If Godzilla doesn’t win, that’s racist.
From “Inglourious Basterds”
MAJ. KING KONG: Am I German?
BRIDGET: No.
MAJ. KING KONG: Am I American?
The table laughs.
WICKI: Wait a minute, he goes to-
BRIDGET: Don’t be ridiculous. Obviously he wasn’t born in America.
MAJ. KING KONG: So… I visited America, aye?
The table says, “Yes.”
MAJ. KING KONG: Was this visit Fortuitous?
WICKI: Not for you.
MAJ. KING KONG: . . . Hummm. My native land, is it what one would call exotic?
The table confers and decides, yes, it is exotic.
MAJ. KING KONG: Hummm. That could be either a reference to the jungle or the Orient. I’m going to let my first instinct take over and ask, am I from the jungle?
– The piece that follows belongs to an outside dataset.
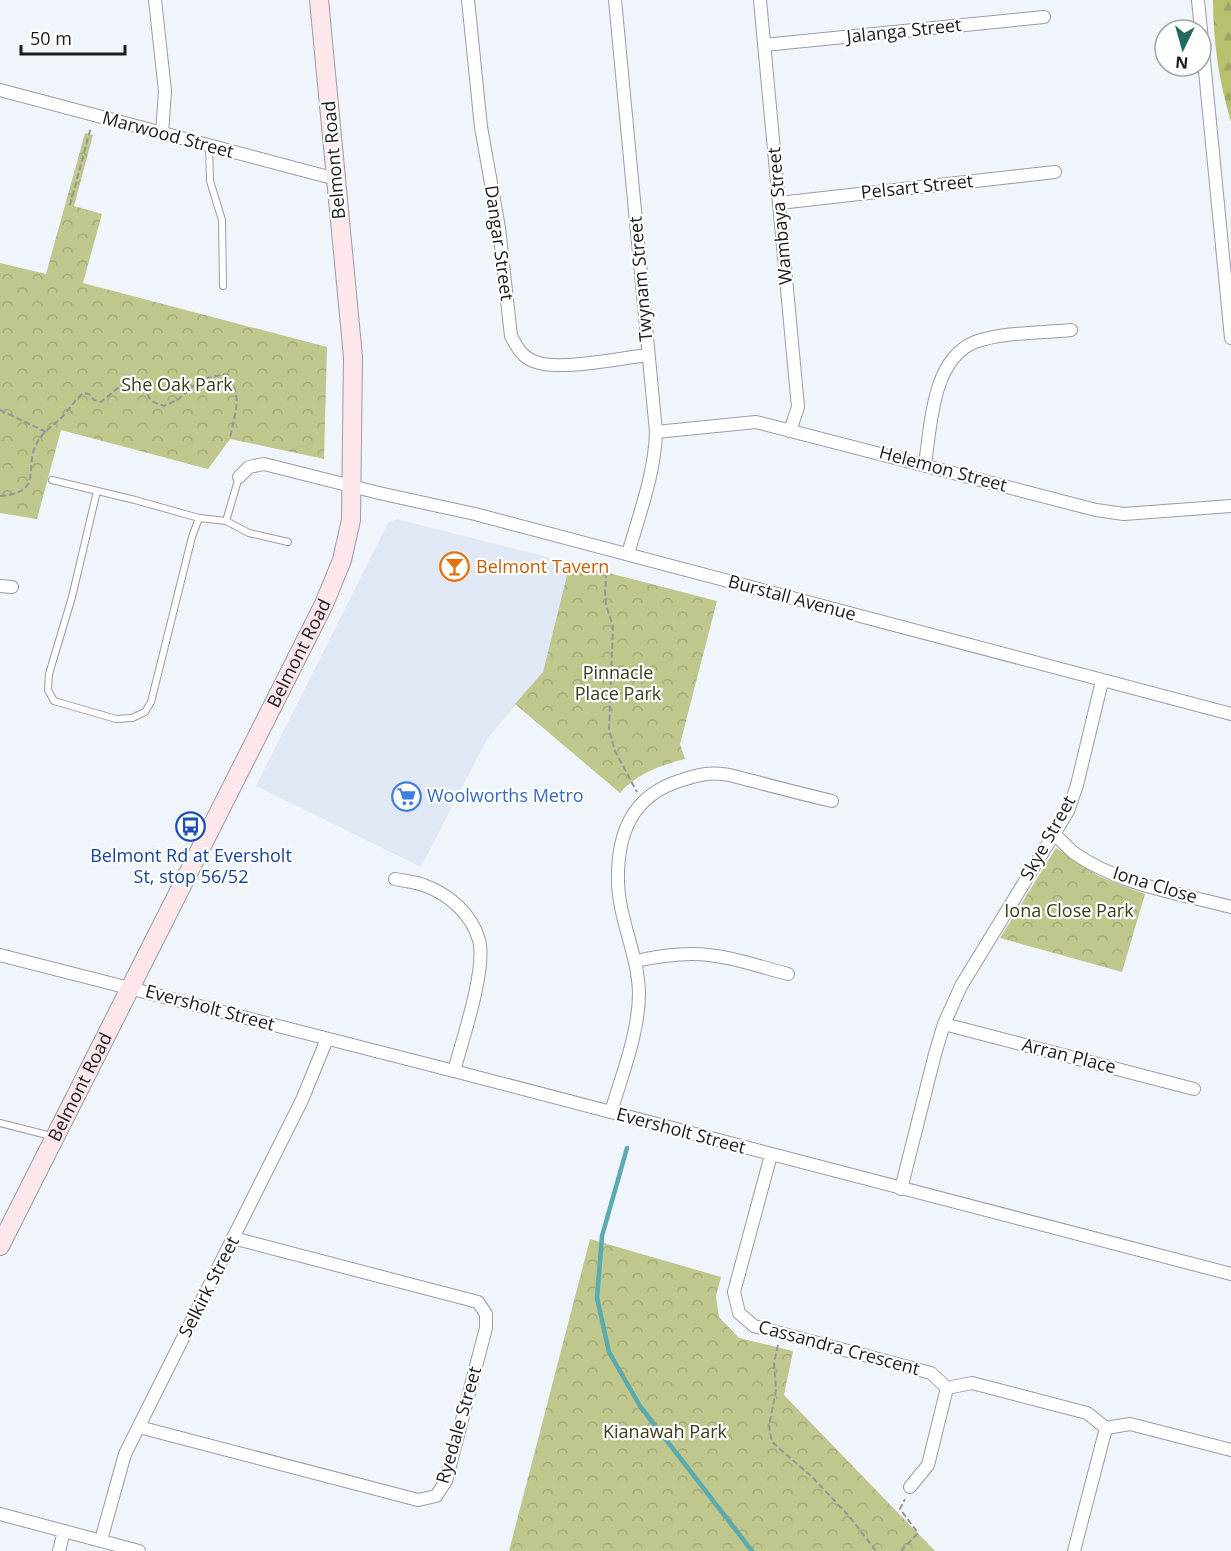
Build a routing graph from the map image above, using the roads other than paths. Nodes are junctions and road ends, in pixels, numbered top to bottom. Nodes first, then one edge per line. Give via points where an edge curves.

The table says, “Yes, you are.”
MAJ. KING KONG: Now gentlemen, around this time you could ask whether you’re real or fictitious. I, however, think that’s too easy, so I won’t ask that, yet. Okay, my native land is the jungle. I visited America, but my visit was not fortuitous to me, but the implication is that it was to somebody else. When I went from the jungle to America, . . . did I go by boat?
“Yes.”
MAJ. KING KONG: Did I go against my will?
“Yes.”
MAJ. KING KONG: On this boat ride . . . Was I in chains?
“Yes.”
MAJ. KING KONG: When I arrived in America . . . was I displayed in chains?
“Yes.”
MAJ. KING KONG: Am I the story of the Negro in America?
The table says, “No.”
MAJ. KING KONG: Well, then, I must be King Kong.